(Stored records)
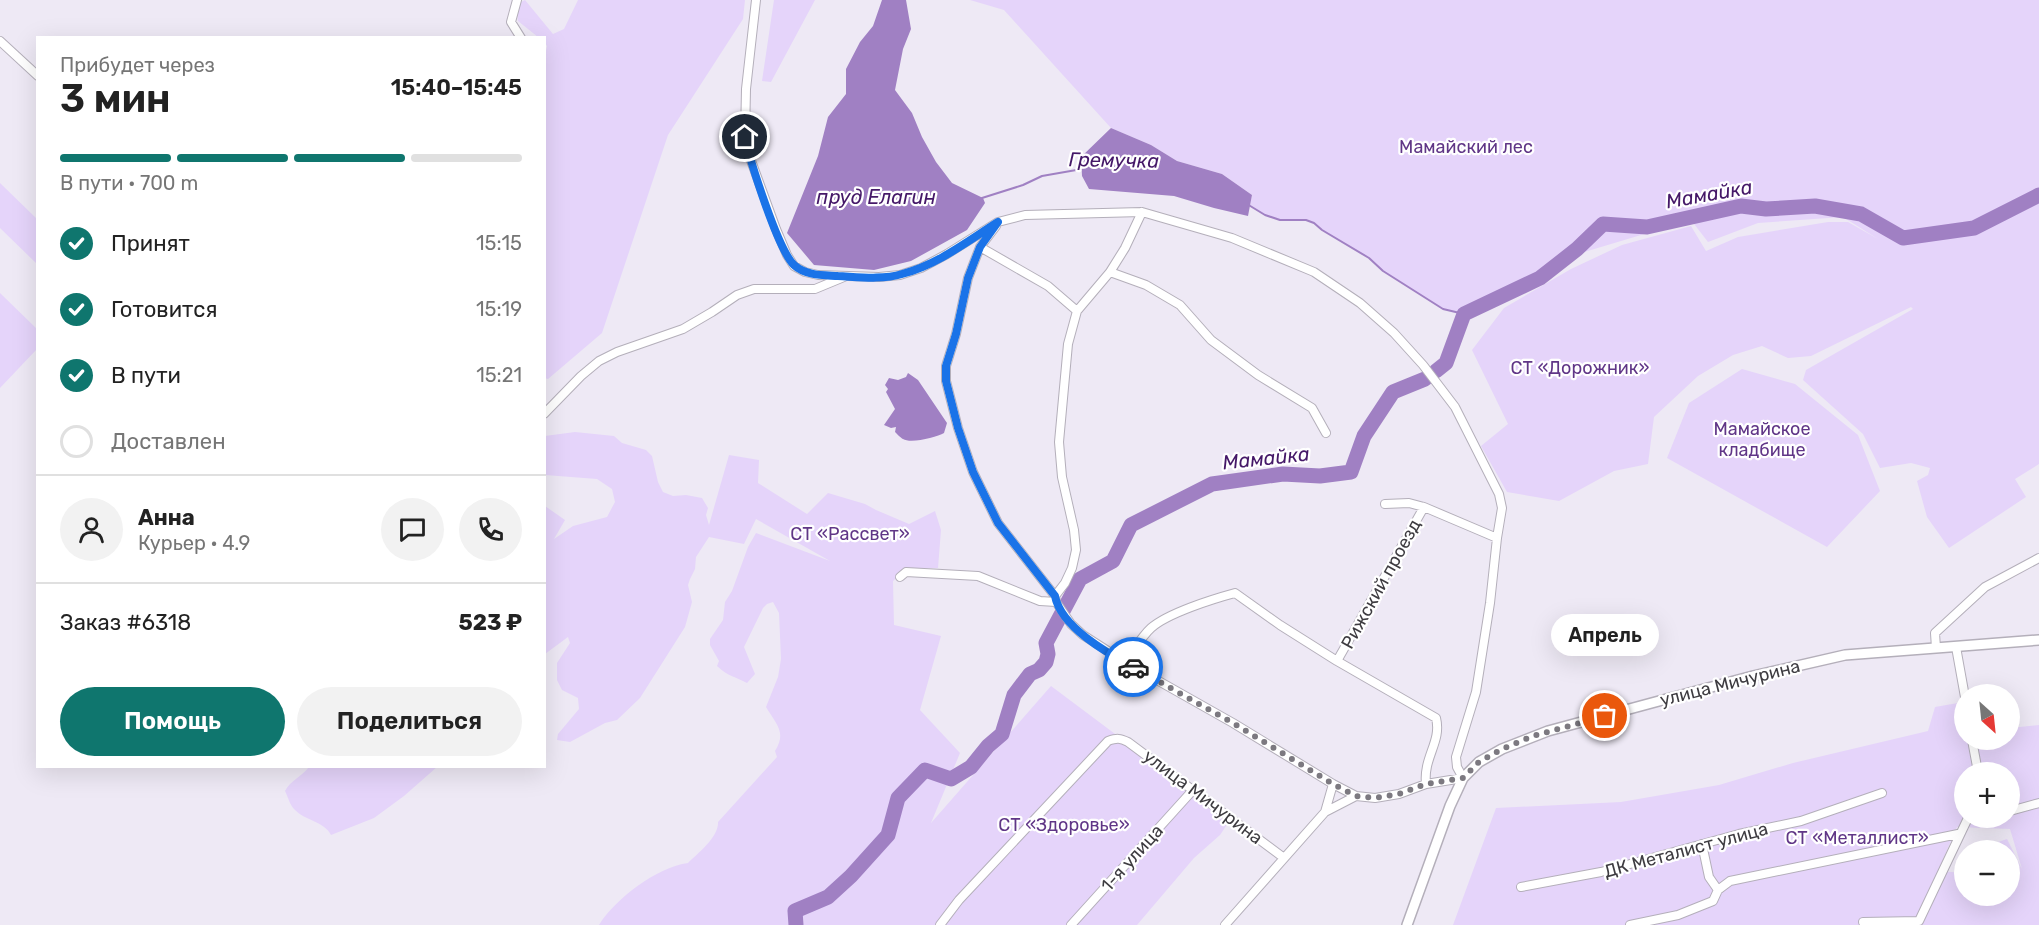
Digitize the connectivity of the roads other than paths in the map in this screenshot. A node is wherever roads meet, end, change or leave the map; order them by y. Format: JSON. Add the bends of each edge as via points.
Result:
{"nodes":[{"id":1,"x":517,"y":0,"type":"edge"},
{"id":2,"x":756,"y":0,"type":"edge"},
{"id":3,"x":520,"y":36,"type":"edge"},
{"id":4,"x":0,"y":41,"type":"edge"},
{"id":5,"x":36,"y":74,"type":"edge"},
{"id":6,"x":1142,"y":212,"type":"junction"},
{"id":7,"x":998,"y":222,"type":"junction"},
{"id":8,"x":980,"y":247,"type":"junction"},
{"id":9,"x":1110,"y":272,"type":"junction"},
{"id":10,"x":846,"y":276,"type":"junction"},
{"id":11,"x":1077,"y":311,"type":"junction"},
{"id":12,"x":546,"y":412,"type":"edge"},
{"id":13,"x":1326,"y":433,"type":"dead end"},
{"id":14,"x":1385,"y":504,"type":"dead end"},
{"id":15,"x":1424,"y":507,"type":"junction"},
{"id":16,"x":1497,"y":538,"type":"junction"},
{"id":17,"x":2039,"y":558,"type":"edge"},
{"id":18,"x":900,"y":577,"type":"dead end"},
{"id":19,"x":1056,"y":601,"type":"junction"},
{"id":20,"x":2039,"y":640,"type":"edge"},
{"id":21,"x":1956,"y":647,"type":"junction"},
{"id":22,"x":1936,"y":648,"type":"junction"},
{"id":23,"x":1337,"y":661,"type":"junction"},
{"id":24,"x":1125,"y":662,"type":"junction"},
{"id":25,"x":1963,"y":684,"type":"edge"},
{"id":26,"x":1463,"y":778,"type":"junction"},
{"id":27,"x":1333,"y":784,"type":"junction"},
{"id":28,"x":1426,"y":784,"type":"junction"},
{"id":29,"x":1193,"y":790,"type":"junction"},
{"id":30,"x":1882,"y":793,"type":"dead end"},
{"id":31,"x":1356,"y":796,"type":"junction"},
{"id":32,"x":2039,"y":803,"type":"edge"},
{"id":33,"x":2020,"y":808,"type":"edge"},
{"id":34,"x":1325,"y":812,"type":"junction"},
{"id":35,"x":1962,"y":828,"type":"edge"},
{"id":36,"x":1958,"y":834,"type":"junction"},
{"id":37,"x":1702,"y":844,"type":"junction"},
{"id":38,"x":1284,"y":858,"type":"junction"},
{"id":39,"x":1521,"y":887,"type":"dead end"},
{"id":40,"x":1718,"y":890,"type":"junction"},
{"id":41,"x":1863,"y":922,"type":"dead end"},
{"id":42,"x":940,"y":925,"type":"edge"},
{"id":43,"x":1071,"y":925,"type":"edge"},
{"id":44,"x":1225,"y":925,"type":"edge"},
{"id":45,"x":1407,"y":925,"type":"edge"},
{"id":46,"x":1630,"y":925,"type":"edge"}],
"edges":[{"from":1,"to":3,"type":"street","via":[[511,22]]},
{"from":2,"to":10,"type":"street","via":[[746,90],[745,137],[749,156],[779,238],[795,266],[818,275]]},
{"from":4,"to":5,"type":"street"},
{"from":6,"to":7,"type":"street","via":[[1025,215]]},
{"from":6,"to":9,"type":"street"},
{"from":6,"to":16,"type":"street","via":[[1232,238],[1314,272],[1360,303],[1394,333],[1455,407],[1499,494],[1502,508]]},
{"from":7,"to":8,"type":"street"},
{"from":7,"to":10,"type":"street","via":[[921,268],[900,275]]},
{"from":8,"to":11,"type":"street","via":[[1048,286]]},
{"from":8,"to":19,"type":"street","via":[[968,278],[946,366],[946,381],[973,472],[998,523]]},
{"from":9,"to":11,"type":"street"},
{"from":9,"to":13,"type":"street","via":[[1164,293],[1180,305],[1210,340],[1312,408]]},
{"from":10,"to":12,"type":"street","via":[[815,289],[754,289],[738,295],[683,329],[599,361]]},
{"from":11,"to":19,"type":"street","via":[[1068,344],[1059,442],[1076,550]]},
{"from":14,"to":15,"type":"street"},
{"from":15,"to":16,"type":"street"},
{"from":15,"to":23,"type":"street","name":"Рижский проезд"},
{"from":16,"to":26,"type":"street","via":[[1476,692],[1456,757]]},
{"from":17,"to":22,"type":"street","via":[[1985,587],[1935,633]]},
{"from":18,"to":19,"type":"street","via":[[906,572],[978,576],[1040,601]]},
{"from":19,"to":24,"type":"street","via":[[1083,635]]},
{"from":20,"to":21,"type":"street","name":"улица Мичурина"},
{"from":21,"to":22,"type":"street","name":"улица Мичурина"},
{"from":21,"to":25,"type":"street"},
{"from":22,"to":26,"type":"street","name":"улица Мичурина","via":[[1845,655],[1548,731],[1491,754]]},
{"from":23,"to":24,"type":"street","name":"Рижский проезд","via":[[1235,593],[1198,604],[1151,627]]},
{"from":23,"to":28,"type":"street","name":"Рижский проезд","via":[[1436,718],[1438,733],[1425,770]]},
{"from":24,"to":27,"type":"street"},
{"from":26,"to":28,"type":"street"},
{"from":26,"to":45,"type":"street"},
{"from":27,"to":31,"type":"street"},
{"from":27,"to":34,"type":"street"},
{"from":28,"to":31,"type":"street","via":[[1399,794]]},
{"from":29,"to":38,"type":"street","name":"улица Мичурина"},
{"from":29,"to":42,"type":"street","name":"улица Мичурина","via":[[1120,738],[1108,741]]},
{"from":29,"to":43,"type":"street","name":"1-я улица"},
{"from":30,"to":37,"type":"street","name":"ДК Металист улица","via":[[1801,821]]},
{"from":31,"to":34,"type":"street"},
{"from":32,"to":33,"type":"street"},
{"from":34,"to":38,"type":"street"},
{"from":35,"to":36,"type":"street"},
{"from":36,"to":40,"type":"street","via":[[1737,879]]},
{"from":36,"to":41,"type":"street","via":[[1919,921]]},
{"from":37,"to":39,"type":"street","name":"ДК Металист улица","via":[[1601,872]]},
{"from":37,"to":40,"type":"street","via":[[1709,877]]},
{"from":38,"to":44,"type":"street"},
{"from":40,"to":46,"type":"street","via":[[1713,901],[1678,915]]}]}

==

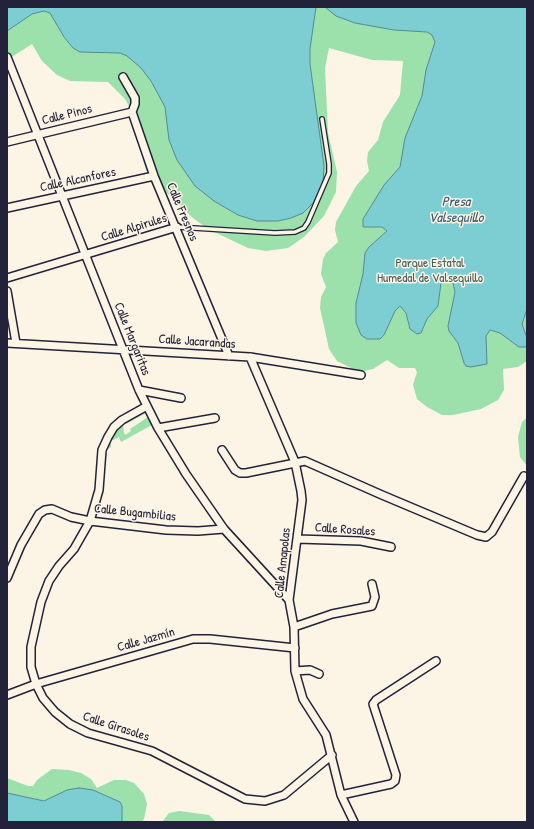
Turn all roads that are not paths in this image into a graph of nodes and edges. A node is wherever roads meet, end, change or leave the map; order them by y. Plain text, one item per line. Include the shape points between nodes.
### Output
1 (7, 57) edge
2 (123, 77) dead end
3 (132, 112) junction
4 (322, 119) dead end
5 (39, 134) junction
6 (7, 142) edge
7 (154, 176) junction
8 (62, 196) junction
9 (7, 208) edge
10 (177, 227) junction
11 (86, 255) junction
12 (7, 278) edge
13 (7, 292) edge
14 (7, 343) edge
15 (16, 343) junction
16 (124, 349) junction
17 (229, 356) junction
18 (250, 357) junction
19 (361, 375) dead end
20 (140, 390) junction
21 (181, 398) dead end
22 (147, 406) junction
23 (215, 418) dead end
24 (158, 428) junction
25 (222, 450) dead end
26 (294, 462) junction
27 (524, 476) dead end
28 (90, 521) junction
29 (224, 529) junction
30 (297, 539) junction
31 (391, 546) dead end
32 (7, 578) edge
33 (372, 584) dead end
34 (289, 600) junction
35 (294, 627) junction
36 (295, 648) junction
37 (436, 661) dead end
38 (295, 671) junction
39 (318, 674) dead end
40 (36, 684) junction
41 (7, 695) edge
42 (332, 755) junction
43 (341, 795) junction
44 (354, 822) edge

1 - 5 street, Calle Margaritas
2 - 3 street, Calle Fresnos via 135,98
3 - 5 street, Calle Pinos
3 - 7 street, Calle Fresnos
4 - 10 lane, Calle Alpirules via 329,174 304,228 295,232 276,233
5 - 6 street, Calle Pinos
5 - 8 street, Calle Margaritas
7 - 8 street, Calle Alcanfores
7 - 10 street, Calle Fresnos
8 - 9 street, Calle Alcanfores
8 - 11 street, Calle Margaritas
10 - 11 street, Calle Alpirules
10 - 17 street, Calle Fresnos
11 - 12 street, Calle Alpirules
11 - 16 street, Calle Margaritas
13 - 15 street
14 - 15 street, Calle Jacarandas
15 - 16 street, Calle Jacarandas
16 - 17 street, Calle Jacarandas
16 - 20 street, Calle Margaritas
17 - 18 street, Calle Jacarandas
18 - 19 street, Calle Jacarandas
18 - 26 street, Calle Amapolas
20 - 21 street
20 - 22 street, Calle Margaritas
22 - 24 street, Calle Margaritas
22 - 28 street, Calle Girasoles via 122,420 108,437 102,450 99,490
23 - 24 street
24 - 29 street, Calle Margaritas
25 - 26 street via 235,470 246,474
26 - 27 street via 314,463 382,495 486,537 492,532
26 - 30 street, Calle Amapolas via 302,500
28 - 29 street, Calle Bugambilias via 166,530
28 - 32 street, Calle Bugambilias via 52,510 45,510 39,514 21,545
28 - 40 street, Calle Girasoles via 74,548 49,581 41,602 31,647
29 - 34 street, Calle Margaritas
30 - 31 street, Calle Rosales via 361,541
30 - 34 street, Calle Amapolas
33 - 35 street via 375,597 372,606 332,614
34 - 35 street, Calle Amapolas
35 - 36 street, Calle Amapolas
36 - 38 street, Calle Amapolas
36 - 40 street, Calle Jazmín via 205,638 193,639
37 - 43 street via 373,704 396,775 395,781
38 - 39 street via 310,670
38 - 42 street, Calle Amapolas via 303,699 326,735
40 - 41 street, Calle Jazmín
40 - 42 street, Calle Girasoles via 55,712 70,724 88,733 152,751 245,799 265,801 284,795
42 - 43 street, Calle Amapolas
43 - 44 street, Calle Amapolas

> What to do
Copy whichever lines of the records above contain the word "Amapolas".

> Solution to the problem
18 - 26 street, Calle Amapolas
26 - 30 street, Calle Amapolas via 302,500
30 - 34 street, Calle Amapolas
34 - 35 street, Calle Amapolas
35 - 36 street, Calle Amapolas
36 - 38 street, Calle Amapolas
38 - 42 street, Calle Amapolas via 303,699 326,735
42 - 43 street, Calle Amapolas
43 - 44 street, Calle Amapolas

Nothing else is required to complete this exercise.